The emission factors are for spending on different groups of products:
- Identify the amount spent on different product groups (in actual prices in £s, including VAT)
- Multiply the amount of spending by the conversion factor to get total emissions in kilograms of carbon dioxide equivalent (kg CO2e)
For example, if £1000 is spent on ‘textiles’ (in purchasers' prices) in 2022, then the factors calculate that 869 kilograms of CO2e were released during all stages of the production of these goods, including raw material extraction, processing, manufacturing, transportation, packaging etc.
These factors relate to upstream value chain emissions. They are similar to life-cycle emissions, but do not take into account direct emissions by your company, which may be included in life-cycle estimates (e.g. from the actual combustion of fuel by your company).
These factors can be used to produce indicative estimates of the Greenhouse Gas emissions relating to the production of goods and services purchased by your company. The estimates can only be indicative as they represent the average emissions relating to each product group, and the emission factors relating to specific products within the group may be quite different. If you have specific information about the supply chain emissions of any particular product then this source should be used instead.
The information derived from these factors can be combined with data on direct emissions, i.e. those relating to actual fuel use (e.g. litres of fuel used, or derived from mileage estimates).
Are these factors directly comparable to those in the other models?
No. These emission factors are for the supply chain emissions of GHG resulting from the production and transportation of broad categories of goods and services. They express Scope 2 and 3 emissions as defined by the GHG Protocol. Because they encompass all the supply chain impacts (i.e. indirect emissions), these emission factors are not directly comparable with those from other models, which generally only include emissions from the point of use.
Can I use these factors to calculate emissions from energy use etc.
There are factors for a number of activities that are also covered in other models, such as:-
- fuels refined from crude oil
- mains electricity
- various modes of transport
If you have more specific/detailed information for such activities (eg. kWh of electricity rather than just £ spend, etc.) you should make calculations of emissions using the emission factors in the other models, eg. for Electricity the UK Grid emissions factor for each kWh consumed, etc.
However, these factors may still be useful for a rough initial calculation of the relative importance of these activities in the first instance.
Which products are included in which categories?
The categories are based upon the Standard Industrial Classification (SIC): further information on the SIC 2007 is available here:
UK Standard Industrial Classification 2007 (UK SIC 2007) - ONS
Do the factors take into account emissions relating to imported goods?
The factors are for products supplied for consumption in the UK but do take account of the emissions relating to the production of products imported for intermediate consumption (i.e. those products that are used by UK industries in the process of supplying products for consumption in the UK.
Do the factors take into account emissions relating to the formation of capital assets used in making the products?
The estimates do not incorporate any allowance for emissions relating to the formation of capital assets, whether in the UK or overseas.
How were these factors calculated?
The factors are based on a model of the economy, known as the input-output model, which describes in monetary terms how the goods and services produced by different sectors of the economy are used by other sectors to produce their own output.
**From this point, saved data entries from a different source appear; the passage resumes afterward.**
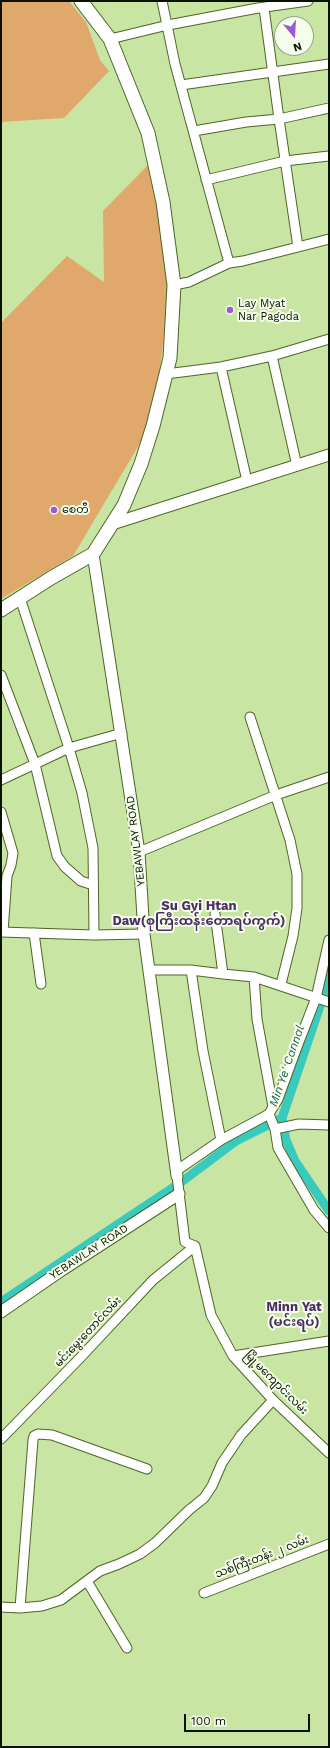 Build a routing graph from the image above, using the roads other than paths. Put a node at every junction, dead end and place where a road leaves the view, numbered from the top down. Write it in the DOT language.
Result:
graph roads {
  1 [pos="81,1"];
  2 [pos="162,1"];
  3 [pos="308,1"];
  4 [pos="264,8"];
  5 [pos="168,25"];
  6 [pos="110,39"];
  7 [pos="329,64"];
  8 [pos="272,72"];
  9 [pos="181,85"];
  10 [pos="329,108"];
  11 [pos="278,118"];
  12 [pos="194,131"];
  13 [pos="329,156"];
  14 [pos="285,161"];
  15 [pos="206,180"];
  16 [pos="329,239"];
  17 [pos="298,247"];
  18 [pos="229,263"];
  19 [pos="174,285"];
  20 [pos="329,339"];
  21 [pos="272,356"];
  22 [pos="221,367"];
  23 [pos="166,374"];
  24 [pos="329,455"];
  25 [pos="297,466"];
  26 [pos="247,481"];
  27 [pos="112,524"];
  28 [pos="93,554"];
  29 [pos="20,598"];
  30 [pos="1,610"];
  31 [pos="1,675"];
  32 [pos="250,717"];
  33 [pos="122,733"];
  34 [pos="69,748"];
  35 [pos="35,764"];
  36 [pos="329,777"];
  37 [pos="1,780"];
  38 [pos="276,795"];
  39 [pos="1,812"];
  40 [pos="5,843"];
  41 [pos="140,852"];
  42 [pos="93,885"];
  43 [pos="215,914"];
  44 [pos="2,932"];
  45 [pos="34,933"];
  46 [pos="144,934"];
  47 [pos="94,935"];
  48 [pos="329,940"];
  49 [pos="149,970"];
  50 [pos="191,970"];
  51 [pos="222,974"];
  52 [pos="254,976"];
  53 [pos="41,984"];
  54 [pos="281,984"];
  55 [pos="318,999"];
  56 [pos="329,1002"];
  57 [pos="271,1110"];
  58 [pos="329,1125"];
  59 [pos="275,1129"];
  60 [pos="222,1140"];
  61 [pos="177,1174"];
  62 [pos="179,1191"];
  63 [pos="329,1228"];
  64 [pos="195,1246"];
  65 [pos="1,1312"];
  66 [pos="329,1341"];
  67 [pos="233,1356"];
  68 [pos="273,1400"];
  69 [pos="1,1439"];
  70 [pos="329,1453"];
  71 [pos="147,1469"];
  72 [pos="329,1544"];
  73 [pos="87,1581"];
  74 [pos="204,1593"];
  75 [pos="1,1607"];
  76 [pos="20,1608"];
  77 [pos="127,1648"];
  1 -- 6 [label="main road"];
  2 -- 5 [label="street"];
  3 -- 4 [label="street"];
  4 -- 5 [label="street"];
  4 -- 8 [label="street"];
  5 -- 6 [label="street"];
  5 -- 9 [label="street"];
  6 -- 19 [label="main road"];
  7 -- 8 [label="street"];
  8 -- 9 [label="street"];
  8 -- 11 [label="street"];
  9 -- 12 [label="street"];
  10 -- 11 [label="street"];
  11 -- 12 [label="street"];
  11 -- 14 [label="street"];
  12 -- 15 [label="street"];
  13 -- 14 [label="street"];
  14 -- 15 [label="street"];
  14 -- 17 [label="street"];
  15 -- 18 [label="street"];
  16 -- 17 [label="street"];
  17 -- 18 [label="street"];
  18 -- 19 [label="street"];
  19 -- 23 [label="main road"];
  20 -- 21 [label="street"];
  21 -- 22 [label="street"];
  21 -- 25 [label="street"];
  22 -- 23 [label="street"];
  22 -- 26 [label="street"];
  23 -- 27 [label="main road"];
  24 -- 25 [label="street"];
  25 -- 26 [label="street"];
  26 -- 27 [label="street"];
  27 -- 28 [label="main road"];
  28 -- 29 [label="main road"];
  28 -- 33 [label="street, YEBAWLAY ROAD"];
  29 -- 30 [label="main road"];
  29 -- 34 [label="street"];
  31 -- 35 [label="street"];
  32 -- 38 [label="street"];
  33 -- 34 [label="street"];
  33 -- 41 [label="street, YEBAWLAY ROAD"];
  34 -- 35 [label="street"];
  34 -- 42 [label="street"];
  35 -- 37 [label="street"];
  35 -- 42 [label="street"];
  36 -- 38 [label="street"];
  38 -- 41 [label="street"];
  38 -- 54 [label="street"];
  39 -- 40 [label="street"];
  40 -- 44 [label="street"];
  41 -- 46 [label="street, YEBAWLAY ROAD"];
  42 -- 47 [label="street"];
  43 -- 51 [label="street"];
  44 -- 45 [label="street"];
  45 -- 47 [label="street"];
  45 -- 53 [label="street"];
  46 -- 47 [label="street"];
  46 -- 49 [label="street, YEBAWLAY ROAD"];
  48 -- 55 [label="street"];
  49 -- 50 [label="street"];
  49 -- 61 [label="street, YEBAWLAY ROAD"];
  50 -- 51 [label="street"];
  50 -- 60 [label="street"];
  51 -- 52 [label="street"];
  52 -- 54 [label="street"];
  52 -- 57 [label="street"];
  54 -- 55 [label="street"];
  55 -- 56 [label="street"];
  55 -- 57 [label="street"];
  57 -- 59 [label="street"];
  57 -- 60 [label="street"];
  58 -- 59 [label="street"];
  59 -- 63 [label="street"];
  60 -- 61 [label="street"];
  61 -- 62 [label="street"];
  62 -- 64 [label="street, မြို့မကျောင်းလမ်း"];
  62 -- 65 [label="street, YEBAWLAY ROAD"];
  64 -- 67 [label="street, မြို့မကျောင်းလမ်း"];
  64 -- 69 [label="street, မင်းမွေးတောင်လမ်း"];
  66 -- 67 [label="street"];
  67 -- 68 [label="street, မြို့မကျောင်းလမ်း"];
  68 -- 70 [label="street, မြို့မကျောင်းလမ်း"];
  68 -- 73 [label="street"];
  71 -- 76 [label="street"];
  72 -- 74 [label="street, သစ်ကြီးတန်း ၂ လမ်း"];
  73 -- 76 [label="street"];
  73 -- 77 [label="street"];
  75 -- 76 [label="street"];
}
These monetary accounts are linked to information about the greenhouse gas emissions of different sectors of the economy. For the factors in this Annex an input-output model of the world economy was used with two distinct regions - the UK and the Rest of World.
By using the input-output model, the industrial emissions are then attributed to final products bought by consumers. The result is an estimate of the total upstream emissions associated with the supply of a particular product group.
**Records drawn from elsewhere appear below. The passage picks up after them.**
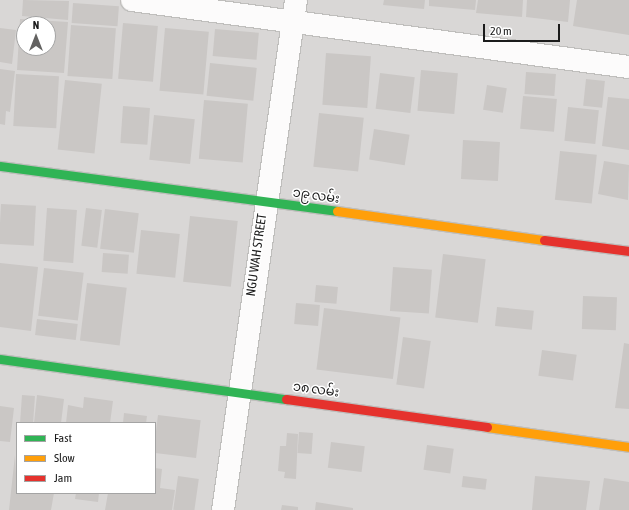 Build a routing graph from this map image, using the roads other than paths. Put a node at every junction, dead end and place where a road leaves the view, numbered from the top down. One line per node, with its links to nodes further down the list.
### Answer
1 (132, 0): 3 (street)
2 (296, 0): 3 (street, NGU WAH STREET)
3 (293, 22): 4 (street); 6 (street, NGU WAH STREET)
4 (629, 67)
5 (0, 166): 6 (street, ၁၉ လမ်း)
6 (265, 202): 7 (street, ၁၉ လမ်း); 9 (street, NGU WAH STREET)
7 (629, 251)
8 (0, 359): 9 (street, ၁၈ လမ်း)
9 (238, 392): 10 (street, ၁၈ လမ်း); 11 (street, NGU WAH STREET)
10 (629, 447)
11 (223, 510)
The supply chain emission factors are expressed on a purchasers' price basis in real terms (i.e. the actual sales price in that year including taxes on products and distribution margins).
The 2022 factors are based on the latest UK Footprint data published by DEFRA in 2022. Please note that there is a 3 year time lag producing the data, ie. 2022 factors are actually based on the 2019 UK Government Footprint Data, etc.
It is common to have a time lag in emissions factors, eg. the BEIS UK Government Grid Electricity factor for 2022 is actually based on emissions data from 2020.
It may be advisable to take subsequent price changes into account when using the factors. It should also be noted that emissions in more recent years may have changed because of subsequent changes in the structure and emissions intensity of the supply chain since.